The continuing decrease in size of the repeatedly used abrasive particles results in each new mix of recycled abrasives and fresh abrasives having a new size distribution until the steady state is reached. As shown in Fig. 9, with a 20% loss of used abrasive particles (and thus a 20% addition of fresh abrasive particles) five cycles are needed to reach steady state (the size distribution of the abrasive particles of the sixth cycle will be equal to the size distribution of the abrasive particles of the fifth cycle).

Referring to Fig. 10, the table provided demonstrates a method of use in which the number of cycles to reach steady state is ten. On the tenth cycle, the abrasive particles include abrasive particles that have been recycled up to nine times with 10% of each level of use. Other numbers of cycles may be used to reach steady state based on the material of the abrasive particles and other operating parameters of the system 10.

The above description of illustrated embodiments, including what is described in the Abstract, is not intended to be exhaustive or to limit the embodiments to the precise forms disclosed. Although specific embodiments of and examples are described herein for illustrative purposes, various equivalent modifications can be made without departing from the spirit and scope of the disclosure, as will be recognized by those skilled in the relevant art. The various embodiments described above can be combined to provide further embodiments.

Many of the methods described herein can be performed with variations. For example, many of the methods may include additional acts, omit some acts, and/or perform acts in a different order than as illustrated or described.

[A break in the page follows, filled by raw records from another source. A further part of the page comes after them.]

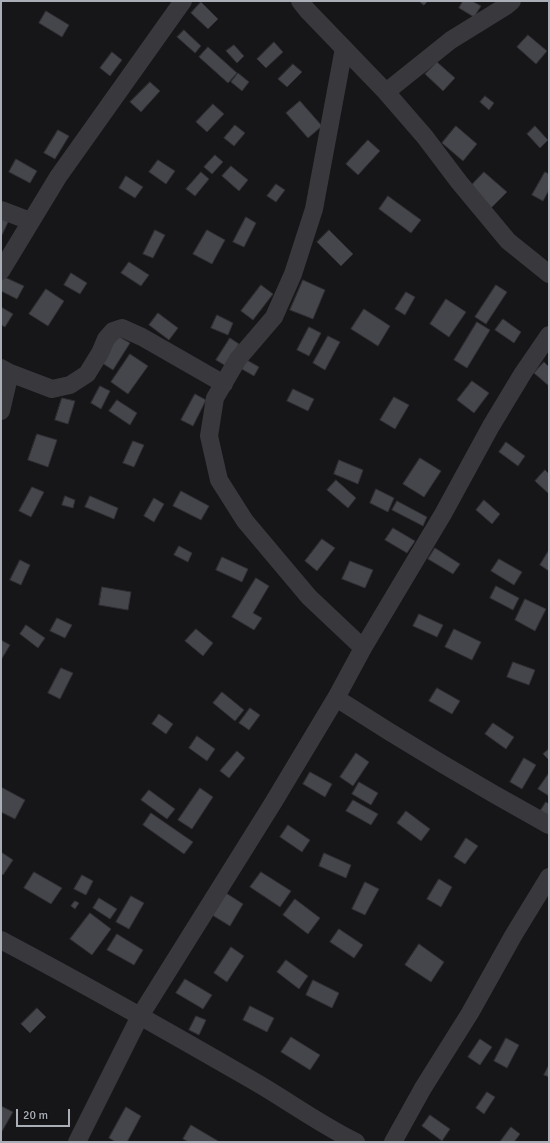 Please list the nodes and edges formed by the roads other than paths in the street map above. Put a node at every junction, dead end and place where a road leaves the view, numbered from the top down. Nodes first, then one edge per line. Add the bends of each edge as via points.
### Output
1 (183, 1) edge
2 (300, 1) edge
3 (512, 1) edge
4 (344, 48) junction
5 (386, 92) junction
6 (1, 210) edge
7 (30, 222) junction
8 (1, 272) edge
9 (549, 274) edge
10 (549, 335) edge
11 (5, 371) edge
12 (224, 384) junction
13 (1, 411) edge
14 (363, 648) junction
15 (336, 698) junction
16 (549, 825) edge
17 (549, 877) edge
18 (1, 940) edge
19 (140, 1016) junction
20 (77, 1142) edge
21 (356, 1142) edge
22 (393, 1142) edge

1 - 7 street via 58,177
2 - 4 street
3 - 5 street via 450,40
4 - 5 street
4 - 12 street via 314,209 293,274 274,316 238,359
5 - 9 street via 508,241
6 - 7 street
7 - 8 street
10 - 14 street via 491,426 443,514
11 - 12 street via 52,389 70,385 87,374 106,339 113,331 122,328
11 - 13 street
12 - 14 street via 215,398 208,436 219,480 245,521 309,598
14 - 15 street
15 - 16 street via 410,746
15 - 19 street
17 - 22 street
18 - 19 street
19 - 20 street
19 - 21 street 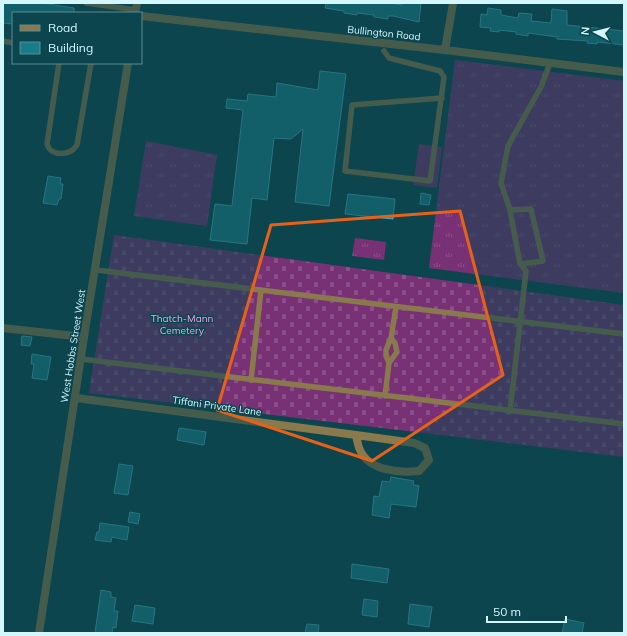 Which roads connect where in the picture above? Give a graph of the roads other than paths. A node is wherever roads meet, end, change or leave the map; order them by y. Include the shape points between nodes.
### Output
1 (86, 3) edge
2 (453, 3) edge
3 (117, 5) edge
4 (137, 10) edge
5 (445, 50) junction
6 (384, 52) dead end
7 (550, 63) junction
8 (59, 64) edge
9 (91, 64) edge
10 (128, 64) edge
11 (624, 72) edge
12 (442, 98) junction
13 (510, 210) junction
14 (520, 264) junction
15 (96, 270) junction
16 (261, 290) junction
17 (396, 307) junction
18 (521, 322) junction
19 (3, 328) edge
20 (624, 334) edge
21 (84, 337) junction
22 (391, 338) junction
23 (81, 359) junction
24 (389, 363) junction
25 (251, 380) junction
26 (385, 396) junction
27 (76, 398) junction
28 (510, 411) junction
29 (624, 424) edge
30 (356, 435) junction
31 (39, 633) edge

1 - 3 lane
2 - 5 street
3 - 4 lane
4 - 5 street, Bullington Road
5 - 7 street, Bullington Road
6 - 12 lane via 389,58 440,71 444,77
7 - 11 street, Bullington Road
7 - 13 lane via 541,87 508,146 501,183
8 - 9 lane via 47,144 48,149 63,154 74,150 77,145
10 - 15 street, West Hobbs Street West
12 - 12 lane via 430,181 345,171 352,105
13 - 14 lane
13 - 14 lane via 531,209 543,261
14 - 18 lane via 526,271
15 - 16 lane
15 - 21 street, West Hobbs Street West
16 - 17 lane
16 - 25 lane
17 - 18 lane
17 - 22 lane
18 - 20 lane
18 - 28 lane
19 - 21 street
21 - 23 street, West Hobbs Street West
22 - 24 lane via 386,350
22 - 24 lane via 397,352
23 - 25 lane
23 - 27 street, West Hobbs Street West
24 - 26 lane
25 - 26 lane
26 - 28 lane
27 - 30 street, Tiffani Private Lane
27 - 31 street, West Hobbs Street West
28 - 29 lane
30 - 30 street, Tiffani Private Lane via 360,451 369,461 380,467 405,472 419,471 428,460 425,448 414,443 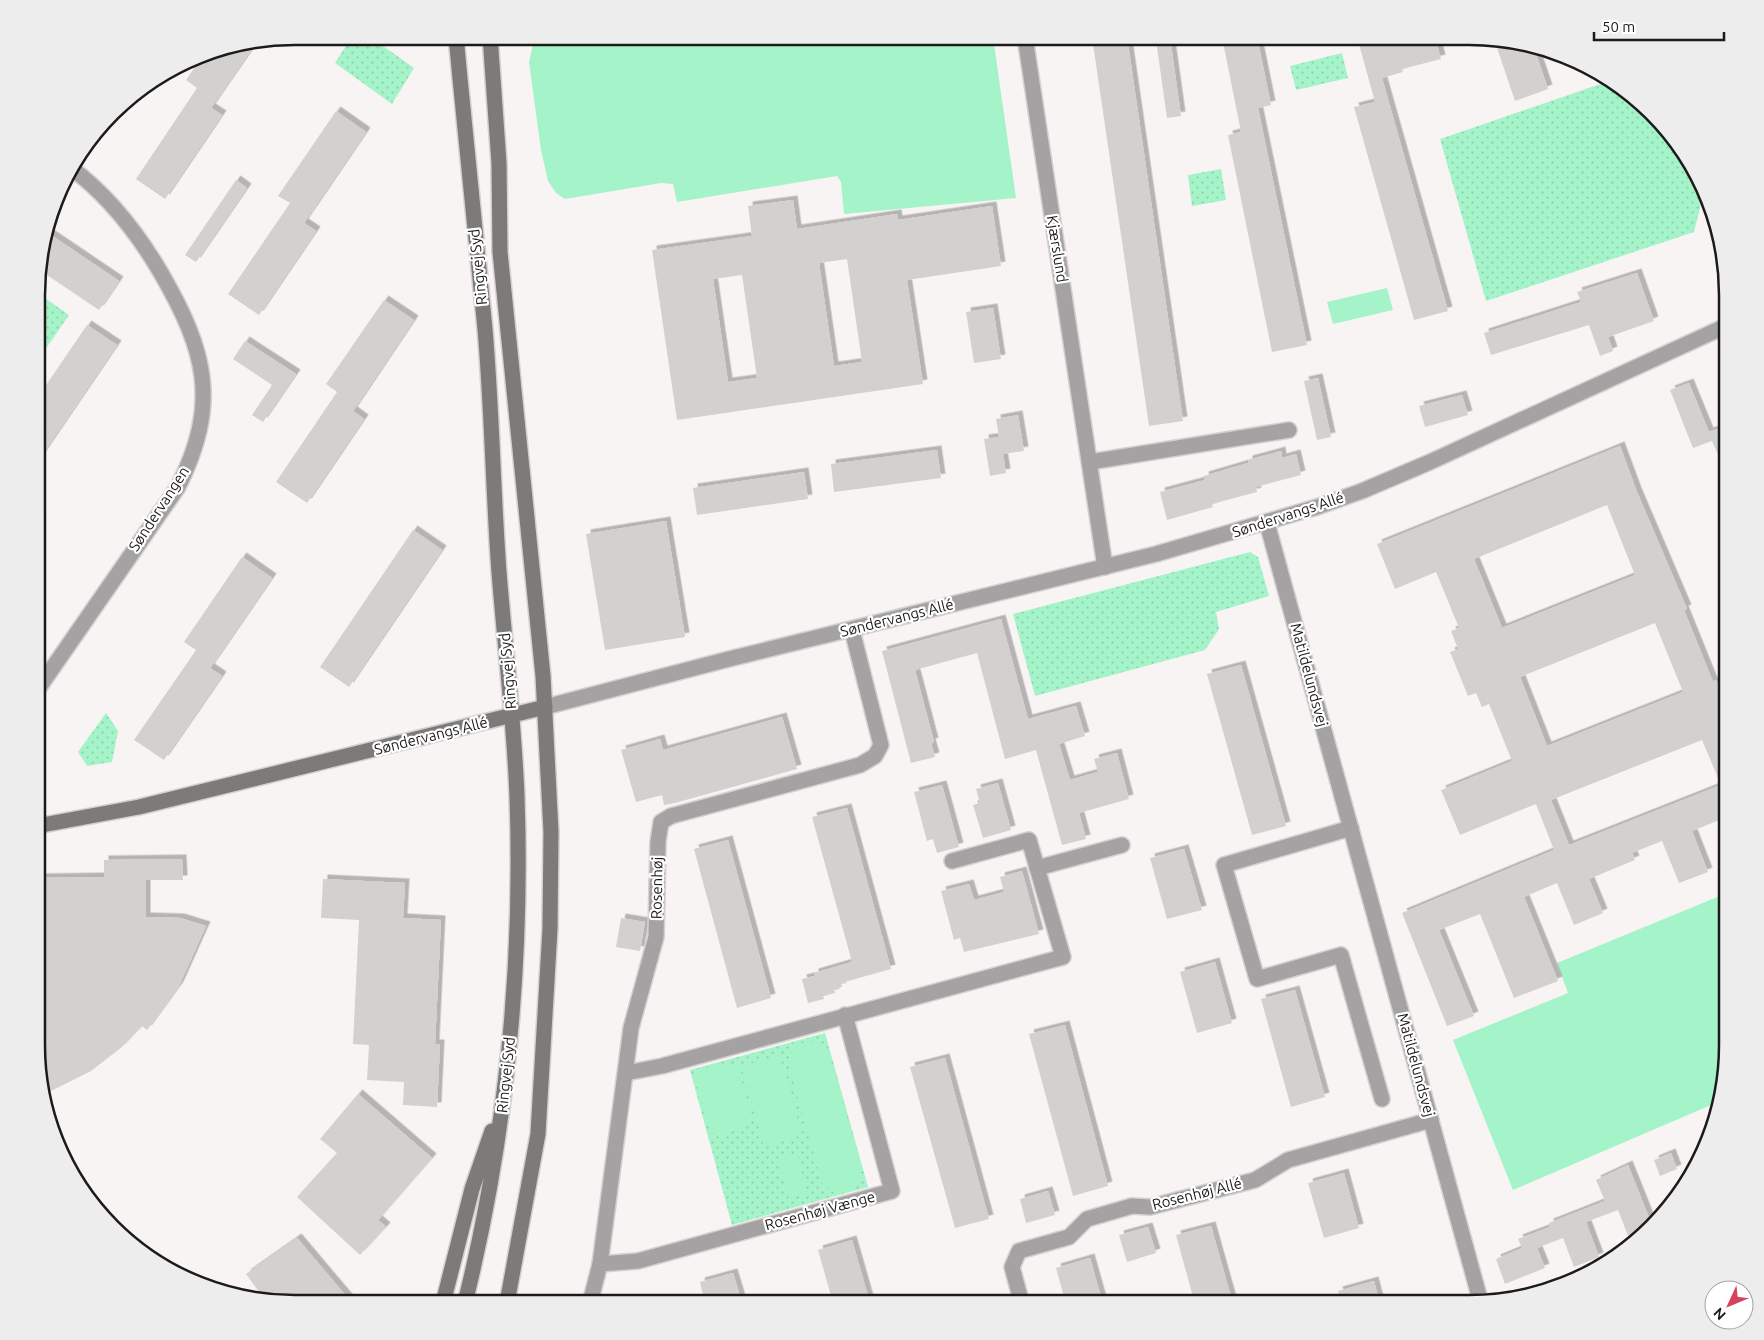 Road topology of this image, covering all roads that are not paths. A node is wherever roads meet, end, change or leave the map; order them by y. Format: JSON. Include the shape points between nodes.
{"nodes":[{"id":1,"x":457,"y":45,"type":"edge"},
{"id":2,"x":491,"y":45,"type":"edge"},
{"id":3,"x":1026,"y":45,"type":"edge"},
{"id":4,"x":77,"y":172,"type":"edge"},
{"id":5,"x":1719,"y":329,"type":"edge"},
{"id":6,"x":1289,"y":430,"type":"dead end"},
{"id":7,"x":1090,"y":462,"type":"junction"},
{"id":8,"x":1267,"y":523,"type":"junction"},
{"id":9,"x":1105,"y":567,"type":"junction"},
{"id":10,"x":852,"y":630,"type":"junction"},
{"id":11,"x":45,"y":679,"type":"edge"},
{"id":12,"x":544,"y":708,"type":"junction"},
{"id":13,"x":512,"y":716,"type":"junction"},
{"id":14,"x":45,"y":825,"type":"edge"},
{"id":15,"x":1351,"y":828,"type":"junction"},
{"id":16,"x":1122,"y":845,"type":"dead end"},
{"id":17,"x":952,"y":861,"type":"dead end"},
{"id":18,"x":1037,"y":868,"type":"junction"},
{"id":19,"x":845,"y":1015,"type":"junction"},
{"id":20,"x":626,"y":1073,"type":"junction"},
{"id":21,"x":505,"y":1094,"type":"junction"},
{"id":22,"x":1382,"y":1100,"type":"dead end"},
{"id":23,"x":1431,"y":1120,"type":"junction"},
{"id":24,"x":600,"y":1264,"type":"junction"},
{"id":25,"x":1478,"y":1294,"type":"edge"},
{"id":26,"x":445,"y":1295,"type":"edge"},
{"id":27,"x":467,"y":1295,"type":"edge"},
{"id":28,"x":508,"y":1295,"type":"edge"},
{"id":29,"x":592,"y":1295,"type":"edge"},
{"id":30,"x":1020,"y":1295,"type":"edge"}],
"edges":[{"from":1,"to":13,"type":"main road","name":"Ringvej Syd","via":[[485,331]]},
{"from":2,"to":12,"type":"main road","name":"Ringvej Syd","via":[[499,163],[500,252]]},
{"from":3,"to":7,"type":"street","name":"Kjærslund"},
{"from":4,"to":11,"type":"street","name":"Søndervangen","via":[[112,204],[144,243],[174,294],[197,348],[202,372],[203,411],[190,463],[178,487]]},
{"from":5,"to":8,"type":"street","name":"Søndervangs Allé","via":[[1430,462],[1362,491]]},
{"from":6,"to":7,"type":"street"},
{"from":7,"to":9,"type":"street","name":"Kjærslund"},
{"from":8,"to":9,"type":"street","name":"Søndervangs Allé"},
{"from":8,"to":15,"type":"street","name":"Matildelundsvej"},
{"from":9,"to":10,"type":"street","name":"Søndervangs Allé"},
{"from":10,"to":12,"type":"street","name":"Søndervangs Allé"},
{"from":10,"to":20,"type":"street","name":"Rosenhøj","via":[[882,745],[875,756],[860,765],[671,816],[661,822],[656,937],[631,1028]]},
{"from":12,"to":13,"type":"main road","name":"Søndervangs Allé"},
{"from":12,"to":28,"type":"main road","name":"Ringvej Syd","via":[[551,832],[550,929],[539,1115]]},
{"from":13,"to":14,"type":"main road","name":"Søndervangs Allé","via":[[139,807]]},
{"from":13,"to":21,"type":"main road","name":"Ringvej Syd","via":[[518,895]]},
{"from":15,"to":22,"type":"street","via":[[1224,865],[1257,979],[1341,955]]},
{"from":15,"to":23,"type":"street","name":"Matildelundsvej"},
{"from":16,"to":18,"type":"street"},
{"from":17,"to":18,"type":"street","via":[[1029,840]]},
{"from":18,"to":19,"type":"street","via":[[1063,956]]},
{"from":19,"to":20,"type":"street"},
{"from":19,"to":24,"type":"street","name":"Rosenhøj Vænge","via":[[892,1191],[638,1261]]},
{"from":20,"to":24,"type":"street","name":"Rosenhøj"},
{"from":21,"to":26,"type":"main road","via":[[472,1189]]},
{"from":21,"to":27,"type":"main road","name":"Ringvej Syd","via":[[489,1194]]},
{"from":23,"to":25,"type":"street","name":"Matildelundsvej"},
{"from":23,"to":30,"type":"street","name":"Rosenhøj Allé","via":[[1288,1160],[1255,1180],[1150,1207],[1132,1206],[1087,1219],[1069,1237],[1019,1251],[1012,1267]]},
{"from":24,"to":29,"type":"street","name":"Rosenhøj"}]}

These and other changes can be made to the embodiments in light of the abovedetailed description. In general, in the following claims, the terms used should not be construed to limit the claims to the specific embodiments disclosed in the specification and the claims, but should be construed to include all possible embodiments along with the full scope of equivalents to which such claims are entitled. Accordingly, the claims are not limited by the disclosure.